2. Contingent value right ("CVR") represents the right, 18 months after December 10, 2004, to receive an amount, if any, up to a maximum of $0.88, by which the then current market value of ViroLogic common stock is less than $2.90 per share. The first $0.50 of any payment per CVR must be made in cash, and the balance of any such payment may be made in cash, shares of ViroLogic common stock or a combination of the two. If the current market value of ViroLogic common stock for each trading day in any 30 consecutive trading day period prior to the 18 month anniversary date of the effective time of the transaction is greater than or equal to $3.50, then the CVRs will automatically extinguish and will no longer represent the right to receive any cash amount.
3. Each option will be exercisable for: (a) that number of shares of ViroLogic common stock indicated hereby, and (b) either (A) if the option is exercised prior to the maturity date or automatic extinguishment of the CVRs, that number of CVRs equal the number of shares subject to the option, (B) if the option is exercised on or subsequent to the maturity date of the CVR, that cash payment, if any, equal to that number of shares subject to the option, multiplied by the payment, if any, that the holder of one CVR had the right to receive upon the passage of the maturity date of the CVR, rounded down to the nearest whole cent; or (C) if the option is exercised on or subsequent to an automatic extinguishment of the CVR, no additional consideration shall be payable.

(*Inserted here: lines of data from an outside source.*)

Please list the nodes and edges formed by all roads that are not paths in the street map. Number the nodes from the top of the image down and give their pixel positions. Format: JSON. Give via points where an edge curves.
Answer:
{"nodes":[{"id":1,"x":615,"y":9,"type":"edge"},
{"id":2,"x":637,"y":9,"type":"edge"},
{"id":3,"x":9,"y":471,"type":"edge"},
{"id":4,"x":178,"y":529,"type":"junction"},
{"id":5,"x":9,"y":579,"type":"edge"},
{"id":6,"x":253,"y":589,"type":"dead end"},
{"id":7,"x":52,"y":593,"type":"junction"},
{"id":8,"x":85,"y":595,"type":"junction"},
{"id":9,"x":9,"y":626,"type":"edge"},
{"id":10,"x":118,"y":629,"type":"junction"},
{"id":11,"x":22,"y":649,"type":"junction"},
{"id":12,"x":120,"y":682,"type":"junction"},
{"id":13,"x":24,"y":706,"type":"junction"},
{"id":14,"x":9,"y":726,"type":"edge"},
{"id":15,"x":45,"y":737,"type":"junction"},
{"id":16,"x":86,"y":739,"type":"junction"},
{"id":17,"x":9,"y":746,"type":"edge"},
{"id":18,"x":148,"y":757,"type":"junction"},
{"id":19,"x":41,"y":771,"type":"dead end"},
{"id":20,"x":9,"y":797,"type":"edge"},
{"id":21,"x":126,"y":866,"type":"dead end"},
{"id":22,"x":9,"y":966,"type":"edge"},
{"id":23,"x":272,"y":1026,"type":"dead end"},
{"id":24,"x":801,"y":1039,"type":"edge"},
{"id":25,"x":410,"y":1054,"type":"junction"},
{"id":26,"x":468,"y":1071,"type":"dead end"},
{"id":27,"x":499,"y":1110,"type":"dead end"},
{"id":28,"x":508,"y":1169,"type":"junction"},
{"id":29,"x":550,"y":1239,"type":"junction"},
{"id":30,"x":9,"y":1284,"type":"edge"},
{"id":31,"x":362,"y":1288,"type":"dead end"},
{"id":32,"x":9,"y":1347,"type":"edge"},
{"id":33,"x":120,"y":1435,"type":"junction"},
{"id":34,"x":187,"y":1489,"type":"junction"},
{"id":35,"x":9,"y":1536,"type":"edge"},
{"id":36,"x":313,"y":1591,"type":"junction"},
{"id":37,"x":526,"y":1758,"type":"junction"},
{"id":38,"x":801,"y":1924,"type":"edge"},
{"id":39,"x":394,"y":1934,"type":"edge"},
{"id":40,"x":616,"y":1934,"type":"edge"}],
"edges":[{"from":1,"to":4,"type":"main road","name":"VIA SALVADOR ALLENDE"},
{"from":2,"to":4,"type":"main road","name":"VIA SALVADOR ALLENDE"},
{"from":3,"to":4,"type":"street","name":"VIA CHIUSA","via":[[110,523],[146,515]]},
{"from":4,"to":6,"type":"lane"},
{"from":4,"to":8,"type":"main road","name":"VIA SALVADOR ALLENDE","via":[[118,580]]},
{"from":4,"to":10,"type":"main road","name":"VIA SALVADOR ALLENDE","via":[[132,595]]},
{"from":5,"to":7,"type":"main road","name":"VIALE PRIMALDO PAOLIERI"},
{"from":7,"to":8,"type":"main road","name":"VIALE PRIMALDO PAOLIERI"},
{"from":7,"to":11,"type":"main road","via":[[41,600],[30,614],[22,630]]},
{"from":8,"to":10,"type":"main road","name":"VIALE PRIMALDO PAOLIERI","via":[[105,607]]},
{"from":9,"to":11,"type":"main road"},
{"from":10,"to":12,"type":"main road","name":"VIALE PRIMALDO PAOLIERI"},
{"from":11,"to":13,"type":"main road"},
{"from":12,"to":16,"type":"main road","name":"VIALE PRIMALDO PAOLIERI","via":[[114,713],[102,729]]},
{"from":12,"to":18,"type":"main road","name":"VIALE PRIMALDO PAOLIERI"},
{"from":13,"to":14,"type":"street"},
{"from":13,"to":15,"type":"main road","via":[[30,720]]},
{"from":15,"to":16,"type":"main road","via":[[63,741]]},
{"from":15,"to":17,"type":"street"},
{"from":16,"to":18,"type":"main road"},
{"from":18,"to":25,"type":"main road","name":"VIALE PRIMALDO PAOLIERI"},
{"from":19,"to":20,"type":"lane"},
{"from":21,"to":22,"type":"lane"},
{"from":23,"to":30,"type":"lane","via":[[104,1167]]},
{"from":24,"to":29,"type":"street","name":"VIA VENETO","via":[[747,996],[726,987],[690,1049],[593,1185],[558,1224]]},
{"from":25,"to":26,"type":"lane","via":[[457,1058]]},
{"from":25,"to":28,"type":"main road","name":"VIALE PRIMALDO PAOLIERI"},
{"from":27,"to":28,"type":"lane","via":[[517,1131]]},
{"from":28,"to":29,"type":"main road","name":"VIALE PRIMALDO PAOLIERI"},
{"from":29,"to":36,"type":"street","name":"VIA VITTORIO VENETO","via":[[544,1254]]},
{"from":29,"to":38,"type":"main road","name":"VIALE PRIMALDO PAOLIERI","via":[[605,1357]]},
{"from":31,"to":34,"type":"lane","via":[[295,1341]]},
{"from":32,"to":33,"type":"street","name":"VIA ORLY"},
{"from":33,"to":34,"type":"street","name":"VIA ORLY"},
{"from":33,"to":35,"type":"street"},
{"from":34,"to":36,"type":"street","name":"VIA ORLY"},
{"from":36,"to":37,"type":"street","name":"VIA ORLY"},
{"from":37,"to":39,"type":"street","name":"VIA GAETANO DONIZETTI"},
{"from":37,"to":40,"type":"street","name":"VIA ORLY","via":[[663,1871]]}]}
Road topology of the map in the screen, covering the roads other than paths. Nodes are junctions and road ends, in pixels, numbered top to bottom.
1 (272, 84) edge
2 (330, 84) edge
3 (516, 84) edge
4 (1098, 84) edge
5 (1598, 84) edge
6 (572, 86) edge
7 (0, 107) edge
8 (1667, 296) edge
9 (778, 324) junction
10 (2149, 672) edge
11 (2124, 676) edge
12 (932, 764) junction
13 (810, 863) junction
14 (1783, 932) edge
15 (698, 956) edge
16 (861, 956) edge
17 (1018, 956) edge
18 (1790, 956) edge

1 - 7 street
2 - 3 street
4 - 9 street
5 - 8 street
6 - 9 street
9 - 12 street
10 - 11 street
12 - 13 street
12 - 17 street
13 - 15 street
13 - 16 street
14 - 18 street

4. Acquired in connection with the Merger in exchange for an incentive stock option to purchase 86,764 shares of Aclara common stock at an exercise price of $4.61. The shares subject to the option vest monthly after one year cliff beginning 12/19/2001.
5. Acquired in connection with the Merger in exchange for a nonstatutory stock option to purchase 13,236 shares of Aclara common stock at an exercise price of $4.61. The shares subject to the option vest monthly after one year cliff beginning 12/19/2001.
6. Acquired in connection with the Merger in exchange for an incentive stock option to purchase 20,317 shares of Aclara common stock at an exercise price of $2.10. The shares subject to the option vest monthly after one year cliff beginning 01/06/2003.
7. Acquired in connection with the Merger in exchange for a nonstatutory stock option to purchase 54,683 shares of Aclara common stock at an exercise price of $2.10. The shares subject to the option vest monthly after one year cliff beginning 12/19/2001.
8. Acquired in connection with the Merger in exchange for an incentive stock option to purchase 38,818 shares of Aclara common stock at an exercise price of $2.35. The shares subject to the option vest monthly after one year cliff beginning 05/05/2003.
9. Acquired in connection with the Merger in exchange for a nonstatutory stock option to purchase 86,182 shares of Aclara common stock at an exercise price of $2.35. The shares subject to the option vest monthly after one year cliff beginning 12/19/2001.
10. Acquired in connection with the Merger in exchange for an incentive stock option to purchase 21,875 shares of Aclara common stock at an exercise price of $3.20. The shares subject to the option vest monthly after one year cliff beginning 02/06/2004.
11. Acquired in connection with the Merger in exchange for a nonstatutory stock option to purchase 53,125 shares of Aclara common stock at an exercise price of $3.20. The shares subject to the option vest monthly after one year cliff beginning 02/06/2004.
Remarks:
Exhibits: 24.1 Power of Attorney
/s/ Alfred G. Merriweather 12/16/2004
** Signature of Reporting Person Date
Reminder: Report on a separate line for each class of securities beneficially owned directly or indirectly.
* If the form is filed by more than one reporting person, see Instruction 5 (b)(v).
** Intentional misstatements or omissions of facts constitute Federal Criminal Violations See 18 U.S.C. 1001 and 15 U.S.C. 78ff(a).
Note: File three copies of this Form, one of which must be manually signed. If space is insufficient, see Instruction 6 for procedure.